LXX: Celebrate, O Judah, your festivities, fulfill your vows, for they will no longer oppose you to pass into old age: it is complete, it is accomplished: it ascends, blowing onto your face, delivering from tribulation. Once I said, by the variety of interpretation, the chapters themselves are defined differently, and I am not able to reconcile the sense of the chapters with the Hebrew interpretation. Therefore, what is now said is of this kind: O Ecclesiastic, because the name of your adversaries will no longer be sown, and their rod is broken; and the chains are scattered, and the one who announces peace to you has come, celebrate your festivities, not in wine and feasts, as the carnal Jews esteem, but in spiritual delights and the pleasure of a torrent. O Judah, fulfill your vows, for your enemies will no longer pass through to bring you to old age, that is, to make you bear the image of the old man. For what is old grows old, and what grows old is close to ruin.
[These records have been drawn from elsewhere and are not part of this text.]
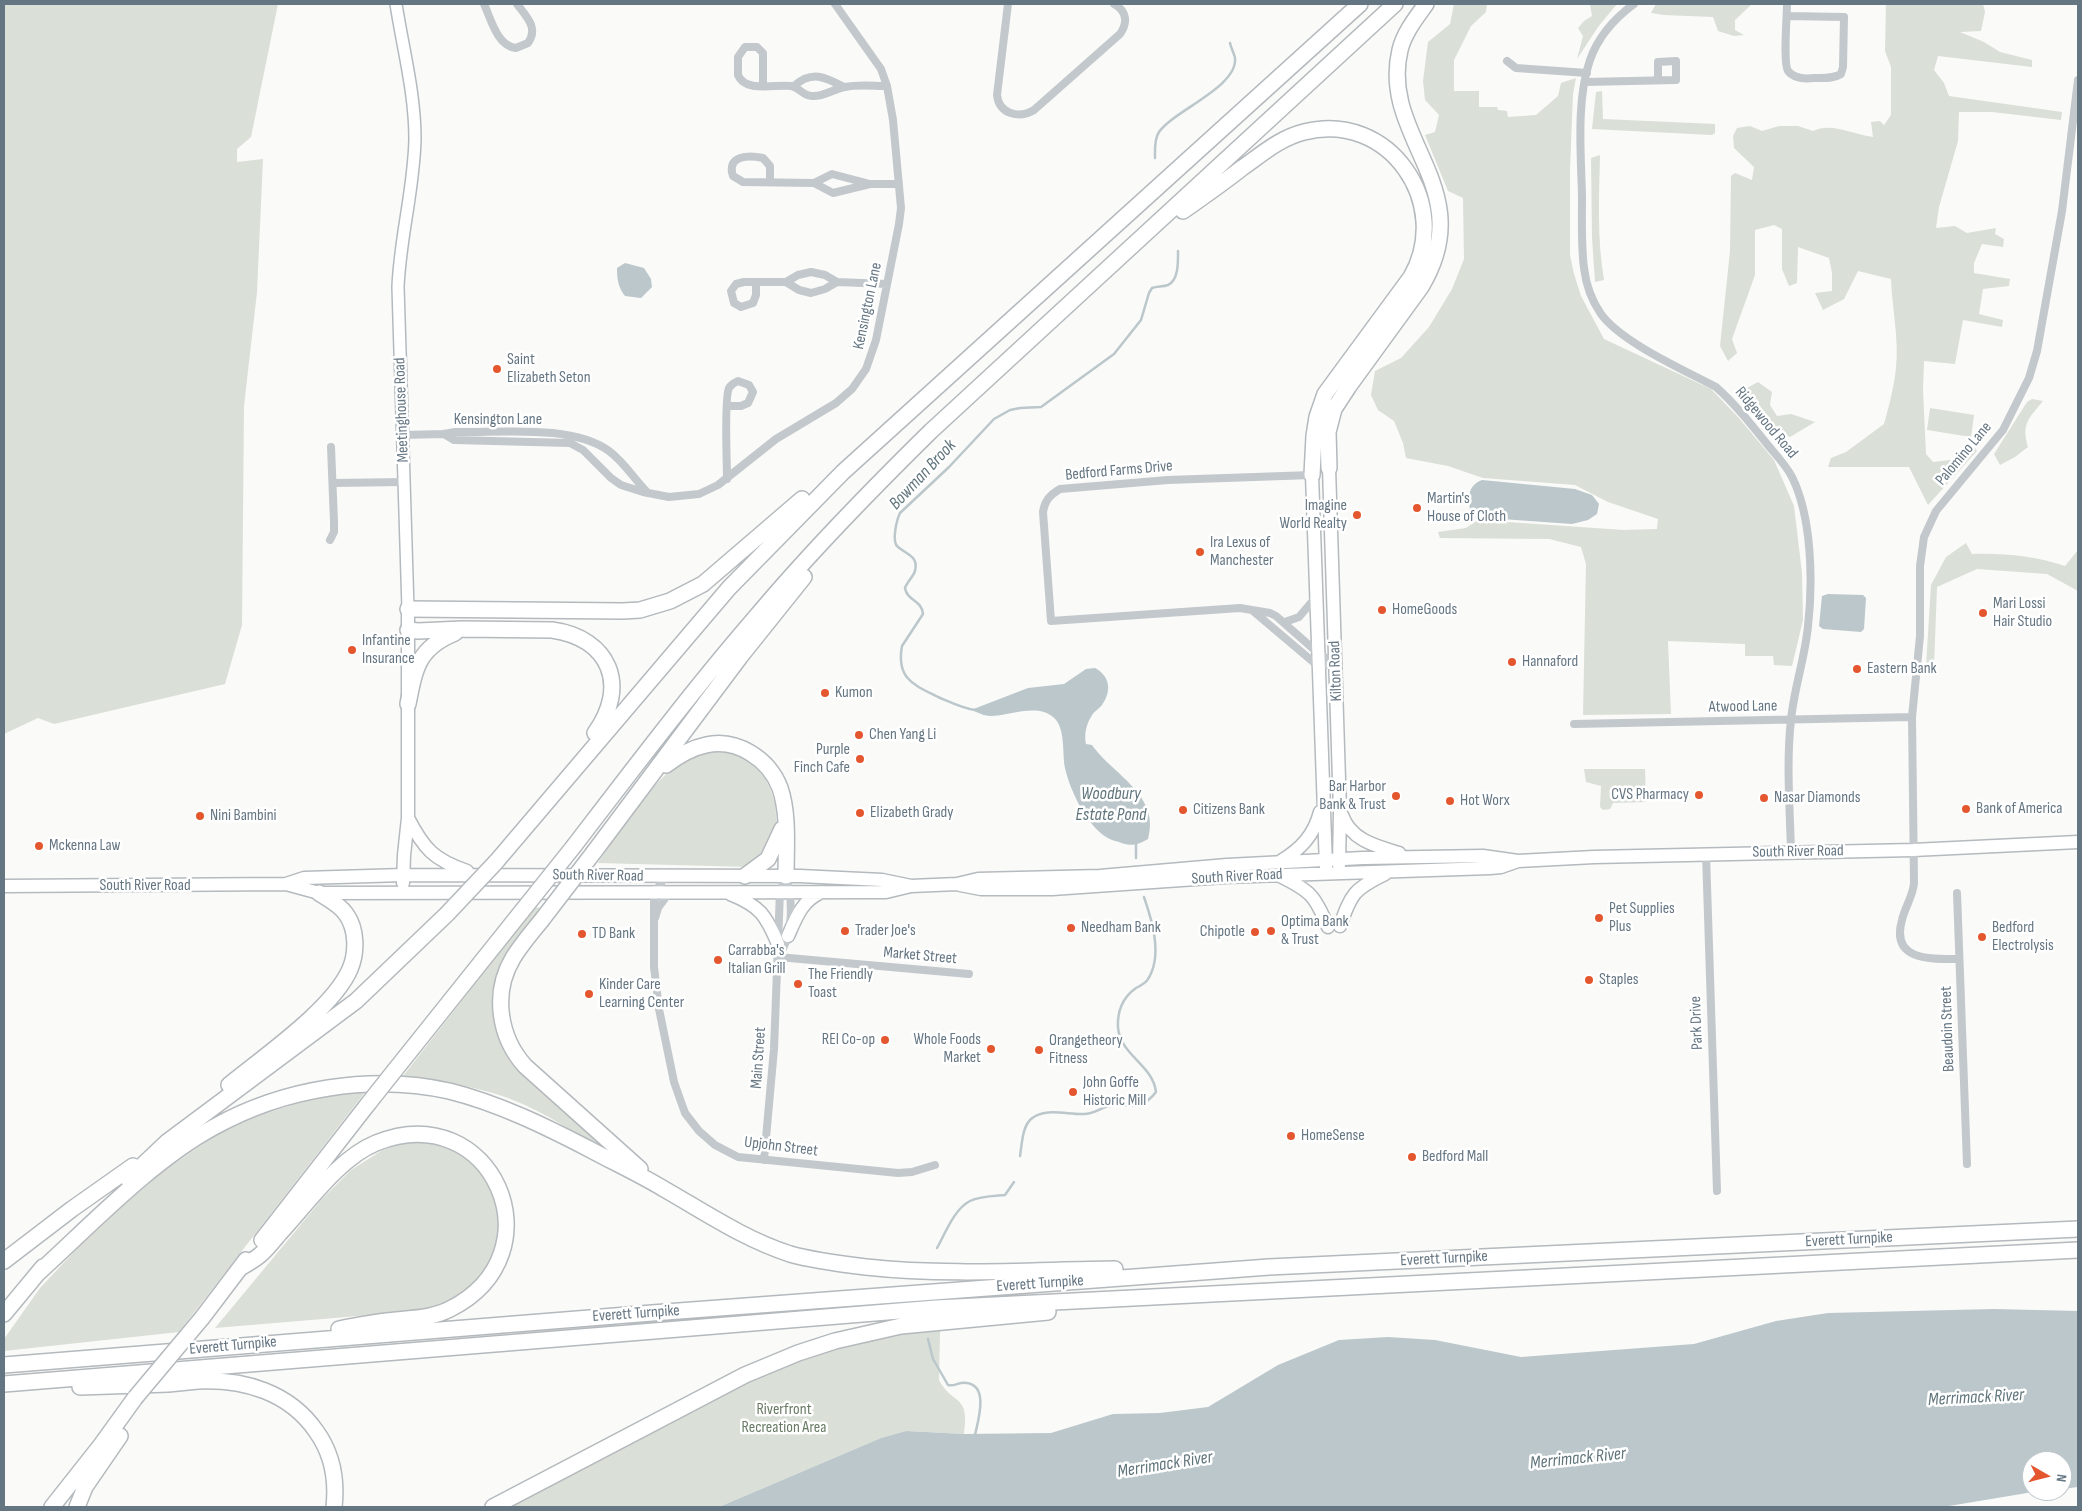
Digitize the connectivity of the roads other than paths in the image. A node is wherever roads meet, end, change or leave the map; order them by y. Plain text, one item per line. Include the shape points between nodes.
1 (396, 4) edge
2 (484, 4) edge
3 (517, 4) edge
4 (835, 4) edge
5 (1008, 4) edge
6 (1114, 4) edge
7 (1360, 4) edge
8 (1395, 4) edge
9 (1426, 4) edge
10 (1634, 4) edge
11 (1787, 4) edge
12 (1787, 16) junction
13 (1507, 61) dead end
14 (1587, 73) junction
15 (1658, 80) dead end
16 (2078, 80) edge
17 (1585, 82) junction
18 (763, 86) junction
19 (794, 86) junction
20 (888, 86) junction
21 (844, 87) junction
22 (770, 182) junction
23 (814, 182) junction
24 (870, 184) junction
25 (899, 184) junction
26 (1128, 252) junction
27 (756, 282) dead end
28 (786, 282) junction
29 (837, 282) junction
30 (887, 284) junction
31 (727, 406) dead end
32 (931, 431) junction
33 (444, 434) junction
34 (403, 436) junction
35 (331, 447) dead end
36 (1329, 468) joint
37 (843, 472) junction
38 (1312, 475) junction
39 (726, 479) junction
40 (404, 482) junction
41 (333, 483) junction
42 (649, 494) junction
43 (330, 540) dead end
44 (1316, 597) junction
45 (408, 609) junction
46 (1253, 611) junction
47 (1285, 622) junction
48 (408, 630) junction
49 (462, 630) junction
50 (1318, 659) junction
51 (1336, 664) junction
52 (408, 704) junction
53 (1912, 717) junction
54 (1791, 721) junction
55 (1574, 724) dead end
56 (653, 776) junction
57 (1323, 794) junction
58 (1340, 811) junction
59 (408, 818) junction
60 (785, 823) junction
61 (524, 828) junction
62 (2078, 842) edge
63 (1913, 850) junction
64 (1791, 852) junction
65 (1706, 854) junction
66 (1413, 857) junction
67 (1339, 859) junction
68 (1326, 860) junction
69 (1518, 861) junction
70 (1279, 869) junction
71 (1390, 871) junction
72 (1326, 873) junction
73 (1339, 873) junction
74 (475, 874) junction
75 (408, 875) junction
76 (666, 876) junction
77 (745, 876) junction
78 (786, 876) junction
79 (286, 884) junction
80 (4, 886) edge
81 (911, 886) junction
82 (785, 891) junction
83 (825, 891) junction
84 (726, 892) junction
85 (320, 893) junction
86 (409, 893) junction
87 (654, 893) junction
88 (669, 893) junction
89 (1956, 893) dead end
90 (655, 920) junction
91 (781, 945) junction
92 (1959, 959) junction
93 (969, 974) dead end
94 (188, 1127) junction
95 (167, 1142) junction
96 (764, 1160) junction
97 (1967, 1164) dead end
98 (935, 1165) dead end
99 (664, 1189) junction
100 (1717, 1191) dead end
101 (2078, 1229) edge
102 (2078, 1250) edge
103 (4, 1261) edge
104 (1269, 1267) junction
105 (240, 1268) junction
106 (37, 1274) junction
107 (1256, 1292) junction
108 (4, 1314) edge
109 (242, 1346) junction
110 (4, 1365) edge
111 (4, 1384) edge
112 (4, 1391) edge
113 (137, 1403) junction
114 (52, 1507) edge
115 (77, 1507) edge
116 (334, 1507) edge
117 (493, 1507) edge

1 - 34 street, Meetinghouse Road via 410,83 415,139 398,282
2 - 3 street via 501,40 516,48 528,43 533,31 530,21
4 - 20 street, Kensington Lane via 878,64
5 - 6 street via 996,95 1004,111 1022,115 1034,110 1120,34 1125,25 1125,15
7 - 37 highway
8 - 26 highway
9 - 36 highway via 1413,21 1401,48 1398,81 1405,114 1436,191 1440,220 1438,248 1421,287 1334,409 1328,432
10 - 14 street, Ridgewood Road via 1613,22 1602,37
11 - 12 street
12 - 12 street via 1786,62 1789,72 1805,79 1840,74 1843,67 1844,17
13 - 14 street via 1516,68
14 - 17 street, Ridgewood Road
15 - 17 street
16 - 53 street, Palomino Lane via 2062,211 2037,351 2029,378 2003,430 1936,510 1924,537 1920,636
17 - 54 street, Ridgewood Road via 1581,133 1583,257 1586,282 1595,304 1601,315 1620,333 1727,397 1781,461 1792,476 1799,495 1807,533 1810,607
18 - 18 street via 746,84 740,79 738,57 745,47 757,47 763,53
18 - 19 street
19 - 21 street via 806,95 814,96
19 - 21 street via 810,76 828,79
20 - 21 street
20 - 25 street, Kensington Lane
22 - 22 street via 739,181 732,172 735,160 743,156 763,158 770,166
22 - 23 street
23 - 24 street via 832,174
23 - 24 street via 833,193
24 - 25 street
25 - 30 street, Kensington Lane via 901,208
26 - 32 highway
26 - 38 highway via 1276,144 1306,132 1338,130 1370,138 1396,157 1407,170 1425,215 1419,263 1325,394 1315,425
27 - 28 street
28 - 29 street via 805,292 825,289
28 - 29 street via 804,272 811,272
29 - 30 street
30 - 39 street, Kensington Lane via 870,360 854,388 836,403 768,445
31 - 39 street
32 - 56 highway via 912,458 798,584
32 - 105 highway, bridge via 840,523 756,617
33 - 34 street, Kensington Lane
33 - 42 street, Kensington Lane via 454,440 570,443 583,450 615,482
33 - 42 street, Kensington Lane via 577,436 611,452
34 - 40 street, Meetinghouse Road
35 - 41 street
36 - 51 main road, Kilton Road
37 - 45 highway via 805,496 703,584 655,606 605,612
37 - 61 highway via 729,588
38 - 44 main road, Kilton Road
38 - 46 street, Bedford Farms Drive via 1168,480 1066,488 1050,495 1044,505 1051,621 1191,610 1240,608
39 - 42 street, Kensington Lane via 710,490 689,496
40 - 41 street
40 - 45 street, Meetinghouse Road
41 - 43 street via 334,532
44 - 47 street via 1299,617
44 - 50 main road, Kilton Road
45 - 48 main road, Meetinghouse Road
46 - 47 street, Bedford Farms Drive via 1270,613
46 - 50 street, Bedford Farms Drive
47 - 50 street, Bedford Farms Drive
48 - 49 highway
48 - 52 main road, Meetinghouse Road
49 - 52 highway via 436,642 422,656 414,673
49 - 61 highway via 536,629 572,634 598,651 612,675 611,706 600,726
50 - 51 street
50 - 51 street, Bedford Farms Drive
50 - 57 main road, Kilton Road
51 - 58 main road, Kilton Road
52 - 59 main road, Meetinghouse Road
53 - 54 street, Atwood Lane
53 - 63 street, Palomino Lane
54 - 55 street, Atwood Lane
54 - 64 street, Ridgewood Road
56 - 60 highway via 678,756 699,747 722,743 741,748 760,759 771,771 783,801
56 - 99 highway, bridge via 521,946 506,973 501,1013 506,1037 516,1057
57 - 68 main road, Kilton Road
57 - 70 main road via 1320,813 1311,834
58 - 66 main road via 1345,824 1360,839
58 - 67 main road, Kilton Road
59 - 74 main road via 428,852
59 - 75 main road, Meetinghouse Road via 411,833
60 - 77 highway via 768,859
60 - 78 highway
61 - 94 highway, bridge via 447,914 356,1001
62 - 63 main road, South River Road
63 - 64 main road, South River Road
63 - 92 street, Palomino Lane via 1913,888 1901,923 1902,942 1919,958
64 - 65 main road, South River Road
65 - 69 main road, South River Road
65 - 100 street, Park Drive
66 - 67 main road, South River Road
66 - 69 main road, South River Road via 1494,856
67 - 68 main road, South River Road
67 - 73 main road, Kilton Road
68 - 70 main road, South River Road
68 - 72 main road, Kilton Road
69 - 71 main road, South River Road via 1490,868
70 - 71 main road via 1312,895 1334,926 1354,893
70 - 72 main road, South River Road
70 - 81 main road, South River Road via 978,879 956,884
71 - 73 main road, South River Road
72 - 73 main road, South River Road
74 - 75 main road, South River Road
74 - 76 main road, South River Road
75 - 79 main road, South River Road via 304,878
75 - 86 main road, Meetinghouse Road
76 - 77 main road, South River Road
76 - 87 street
77 - 78 main road, South River Road
78 - 81 main road, South River Road via 882,880
78 - 82 street, Main Street
79 - 80 main road, South River Road
79 - 85 main road, South River Road
81 - 83 main road, South River Road via 886,892
82 - 83 main road, South River Road
82 - 84 main road, South River Road
82 - 91 street, Main Street
82 - 91 street, Main Street
83 - 91 main road via 804,904
84 - 88 main road, South River Road
84 - 91 main road via 758,909
85 - 86 main road, South River Road
85 - 94 highway via 340,907 350,920 355,941 350,969 340,986 312,1017 208,1102
86 - 87 main road, South River Road
87 - 88 main road, South River Road
87 - 90 street, Upjohn Street
88 - 90 street, Upjohn Street via 658,908
89 - 92 street, Beaudoin Street
90 - 96 street, Upjohn Street via 654,967 659,1009 674,1082 685,1113 715,1145 738,1157
91 - 93 street, Market Street
91 - 96 street, Main Street
92 - 97 street, Beaudoin Street
94 - 95 highway
95 - 103 highway
95 - 106 highway via 69,1234
96 - 98 street, Upjohn Street via 898,1173
99 - 104 highway via 736,1232 790,1254 843,1264 941,1272
99 - 106 highway via 552,1130 488,1103 426,1087 378,1083 334,1087 270,1103 214,1127 185,1145 141,1179
101 - 104 highway, Everett Turnpike
102 - 107 highway, Everett Turnpike
104 - 109 highway, Everett Turnpike
105 - 109 highway via 260,1255 336,1172 374,1144 393,1137 430,1135 449,1139 466,1148 487,1167 504,1201 507,1230 500,1257 486,1282 448,1310 430,1316
105 - 113 highway, bridge via 163,1363
106 - 108 highway
107 - 111 highway, Everett Turnpike via 936,1308
107 - 117 highway via 900,1326 835,1341 780,1359 745,1375
109 - 110 highway, Everett Turnpike
112 - 116 highway via 199,1381 230,1382 266,1391 299,1411 322,1441 334,1477
113 - 114 highway
113 - 115 highway via 84,1487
The world is fulfilled, the adversary is consumed: Christ comes to you, who first blew into your face when he fashioned you from clay, and after his resurrection also breathed into the faces of the apostles, saying, 'Receive the Holy Spirit' (John 20:22). He is the one who delivers you from tribulation. For the destruction of Nineveh, and as the world passes away, so too will tribulation pass.

[AD 1781] Richard Challoner on Nahum 1:15
Belial: The wicked one, viz., the Assyrian.